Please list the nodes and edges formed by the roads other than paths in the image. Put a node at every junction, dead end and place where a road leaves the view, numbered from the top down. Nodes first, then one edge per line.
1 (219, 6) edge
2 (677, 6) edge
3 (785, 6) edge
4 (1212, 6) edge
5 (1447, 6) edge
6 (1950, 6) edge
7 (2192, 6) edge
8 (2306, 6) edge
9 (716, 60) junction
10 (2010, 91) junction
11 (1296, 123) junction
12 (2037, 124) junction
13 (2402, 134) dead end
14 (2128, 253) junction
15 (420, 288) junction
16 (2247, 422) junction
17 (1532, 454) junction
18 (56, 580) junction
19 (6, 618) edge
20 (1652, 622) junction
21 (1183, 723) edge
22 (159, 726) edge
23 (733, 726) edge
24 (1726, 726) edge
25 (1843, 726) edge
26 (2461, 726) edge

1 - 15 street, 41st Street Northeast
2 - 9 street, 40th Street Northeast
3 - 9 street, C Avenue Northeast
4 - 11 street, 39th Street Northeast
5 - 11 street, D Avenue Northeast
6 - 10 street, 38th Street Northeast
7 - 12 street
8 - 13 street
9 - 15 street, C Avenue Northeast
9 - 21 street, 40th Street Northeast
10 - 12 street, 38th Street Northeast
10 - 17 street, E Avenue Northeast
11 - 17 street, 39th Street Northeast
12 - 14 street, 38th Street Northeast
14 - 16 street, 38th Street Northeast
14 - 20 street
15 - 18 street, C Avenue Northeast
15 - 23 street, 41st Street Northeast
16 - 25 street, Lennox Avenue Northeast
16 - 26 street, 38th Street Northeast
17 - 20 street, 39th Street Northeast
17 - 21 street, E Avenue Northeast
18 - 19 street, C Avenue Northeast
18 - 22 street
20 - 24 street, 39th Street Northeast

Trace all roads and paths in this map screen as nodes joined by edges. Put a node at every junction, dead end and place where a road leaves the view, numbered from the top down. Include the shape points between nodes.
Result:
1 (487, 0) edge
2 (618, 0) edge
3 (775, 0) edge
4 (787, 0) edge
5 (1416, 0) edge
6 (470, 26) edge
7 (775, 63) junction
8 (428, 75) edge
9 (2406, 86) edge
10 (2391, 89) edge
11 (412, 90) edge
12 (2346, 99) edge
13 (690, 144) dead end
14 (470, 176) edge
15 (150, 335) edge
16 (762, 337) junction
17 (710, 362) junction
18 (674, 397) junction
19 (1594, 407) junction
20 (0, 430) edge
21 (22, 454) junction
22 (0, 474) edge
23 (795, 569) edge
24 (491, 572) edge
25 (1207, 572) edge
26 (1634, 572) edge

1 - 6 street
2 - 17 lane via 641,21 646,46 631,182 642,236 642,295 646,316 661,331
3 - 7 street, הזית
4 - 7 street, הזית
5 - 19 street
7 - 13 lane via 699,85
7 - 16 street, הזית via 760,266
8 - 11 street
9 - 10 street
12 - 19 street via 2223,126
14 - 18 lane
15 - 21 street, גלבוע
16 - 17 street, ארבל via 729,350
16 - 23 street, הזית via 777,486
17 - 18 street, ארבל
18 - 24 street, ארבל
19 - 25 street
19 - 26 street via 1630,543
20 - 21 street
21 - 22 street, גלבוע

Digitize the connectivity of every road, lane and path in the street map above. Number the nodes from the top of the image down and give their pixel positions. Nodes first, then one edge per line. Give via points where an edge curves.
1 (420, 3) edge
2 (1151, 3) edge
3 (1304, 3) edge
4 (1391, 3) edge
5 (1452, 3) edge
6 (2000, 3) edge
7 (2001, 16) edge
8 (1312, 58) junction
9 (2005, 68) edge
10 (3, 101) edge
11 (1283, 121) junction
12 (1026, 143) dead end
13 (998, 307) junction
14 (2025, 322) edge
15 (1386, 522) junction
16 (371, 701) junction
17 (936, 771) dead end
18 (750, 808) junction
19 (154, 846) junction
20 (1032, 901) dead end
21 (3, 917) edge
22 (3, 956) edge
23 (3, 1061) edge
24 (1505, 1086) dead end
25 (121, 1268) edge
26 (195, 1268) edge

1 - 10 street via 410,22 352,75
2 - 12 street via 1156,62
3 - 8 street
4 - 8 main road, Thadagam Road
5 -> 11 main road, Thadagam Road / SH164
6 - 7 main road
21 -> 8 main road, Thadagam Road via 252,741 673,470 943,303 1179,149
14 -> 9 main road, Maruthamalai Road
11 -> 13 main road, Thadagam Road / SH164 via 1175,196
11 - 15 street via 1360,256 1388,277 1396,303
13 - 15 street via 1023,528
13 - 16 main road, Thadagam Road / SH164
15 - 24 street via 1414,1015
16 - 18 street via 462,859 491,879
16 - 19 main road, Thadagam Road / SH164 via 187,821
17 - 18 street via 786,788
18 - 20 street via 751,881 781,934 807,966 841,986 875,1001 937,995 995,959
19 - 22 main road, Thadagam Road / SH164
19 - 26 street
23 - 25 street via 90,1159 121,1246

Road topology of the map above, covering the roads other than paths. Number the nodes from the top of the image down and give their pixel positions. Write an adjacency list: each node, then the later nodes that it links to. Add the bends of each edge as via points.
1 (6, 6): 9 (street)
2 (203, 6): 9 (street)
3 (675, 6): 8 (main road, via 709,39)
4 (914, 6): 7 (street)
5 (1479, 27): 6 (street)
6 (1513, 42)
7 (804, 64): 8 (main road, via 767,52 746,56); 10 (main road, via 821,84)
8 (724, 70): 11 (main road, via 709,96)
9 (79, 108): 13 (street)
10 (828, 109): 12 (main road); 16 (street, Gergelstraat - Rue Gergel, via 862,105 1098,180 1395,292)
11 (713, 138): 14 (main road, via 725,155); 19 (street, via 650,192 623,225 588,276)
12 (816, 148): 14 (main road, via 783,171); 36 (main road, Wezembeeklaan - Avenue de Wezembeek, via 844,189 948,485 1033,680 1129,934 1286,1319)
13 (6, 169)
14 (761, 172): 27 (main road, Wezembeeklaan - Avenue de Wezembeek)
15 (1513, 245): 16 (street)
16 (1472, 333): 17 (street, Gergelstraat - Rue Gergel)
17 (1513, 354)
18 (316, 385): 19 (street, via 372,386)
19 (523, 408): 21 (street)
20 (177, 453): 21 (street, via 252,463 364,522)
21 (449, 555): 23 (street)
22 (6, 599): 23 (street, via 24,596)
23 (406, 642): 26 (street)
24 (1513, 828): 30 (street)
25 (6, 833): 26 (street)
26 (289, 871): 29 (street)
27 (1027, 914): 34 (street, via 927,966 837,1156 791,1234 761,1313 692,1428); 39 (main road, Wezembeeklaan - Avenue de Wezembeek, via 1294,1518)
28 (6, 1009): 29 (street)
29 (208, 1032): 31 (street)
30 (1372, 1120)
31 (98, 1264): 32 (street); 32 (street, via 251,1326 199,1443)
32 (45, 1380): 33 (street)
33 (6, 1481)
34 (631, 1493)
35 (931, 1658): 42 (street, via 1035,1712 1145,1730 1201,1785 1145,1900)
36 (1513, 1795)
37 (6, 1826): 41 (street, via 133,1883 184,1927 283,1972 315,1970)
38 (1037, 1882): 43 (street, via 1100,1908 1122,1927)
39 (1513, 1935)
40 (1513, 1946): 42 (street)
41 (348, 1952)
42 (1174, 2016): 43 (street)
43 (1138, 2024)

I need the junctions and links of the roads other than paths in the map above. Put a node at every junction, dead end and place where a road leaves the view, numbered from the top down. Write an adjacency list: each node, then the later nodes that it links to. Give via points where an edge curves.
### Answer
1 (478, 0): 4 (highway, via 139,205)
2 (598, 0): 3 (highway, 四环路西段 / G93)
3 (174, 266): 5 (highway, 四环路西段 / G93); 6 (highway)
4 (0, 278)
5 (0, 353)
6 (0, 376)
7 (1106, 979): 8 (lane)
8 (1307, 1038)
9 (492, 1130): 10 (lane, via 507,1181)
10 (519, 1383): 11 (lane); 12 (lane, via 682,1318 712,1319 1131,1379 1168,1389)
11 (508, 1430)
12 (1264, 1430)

*WHAT YOU HAVE TO DO*: Up to and including the line with "Trace all roads", print every line of the material above, starting from its first line, exactly.

*ANSWER SPACE*:
Please list the nodes and edges formed by the roads other than paths in the image. Put a node at every junction, dead end and place where a road leaves the view, numbered from the top down. Nodes first, then one edge per line.
1 (219, 6) edge
2 (677, 6) edge
3 (785, 6) edge
4 (1212, 6) edge
5 (1447, 6) edge
6 (1950, 6) edge
7 (2192, 6) edge
8 (2306, 6) edge
9 (716, 60) junction
10 (2010, 91) junction
11 (1296, 123) junction
12 (2037, 124) junction
13 (2402, 134) dead end
14 (2128, 253) junction
15 (420, 288) junction
16 (2247, 422) junction
17 (1532, 454) junction
18 (56, 580) junction
19 (6, 618) edge
20 (1652, 622) junction
21 (1183, 723) edge
22 (159, 726) edge
23 (733, 726) edge
24 (1726, 726) edge
25 (1843, 726) edge
26 (2461, 726) edge

1 - 15 street, 41st Street Northeast
2 - 9 street, 40th Street Northeast
3 - 9 street, C Avenue Northeast
4 - 11 street, 39th Street Northeast
5 - 11 street, D Avenue Northeast
6 - 10 street, 38th Street Northeast
7 - 12 street
8 - 13 street
9 - 15 street, C Avenue Northeast
9 - 21 street, 40th Street Northeast
10 - 12 street, 38th Street Northeast
10 - 17 street, E Avenue Northeast
11 - 17 street, 39th Street Northeast
12 - 14 street, 38th Street Northeast
14 - 16 street, 38th Street Northeast
14 - 20 street
15 - 18 street, C Avenue Northeast
15 - 23 street, 41st Street Northeast
16 - 25 street, Lennox Avenue Northeast
16 - 26 street, 38th Street Northeast
17 - 20 street, 39th Street Northeast
17 - 21 street, E Avenue Northeast
18 - 19 street, C Avenue Northeast
18 - 22 street
20 - 24 street, 39th Street Northeast

Trace all roads and paths in this map screen as nodes joined by edges. Put a node at every junction, dead end and place where a road leaves the view, numbered from the top down. Include the shape points between nodes.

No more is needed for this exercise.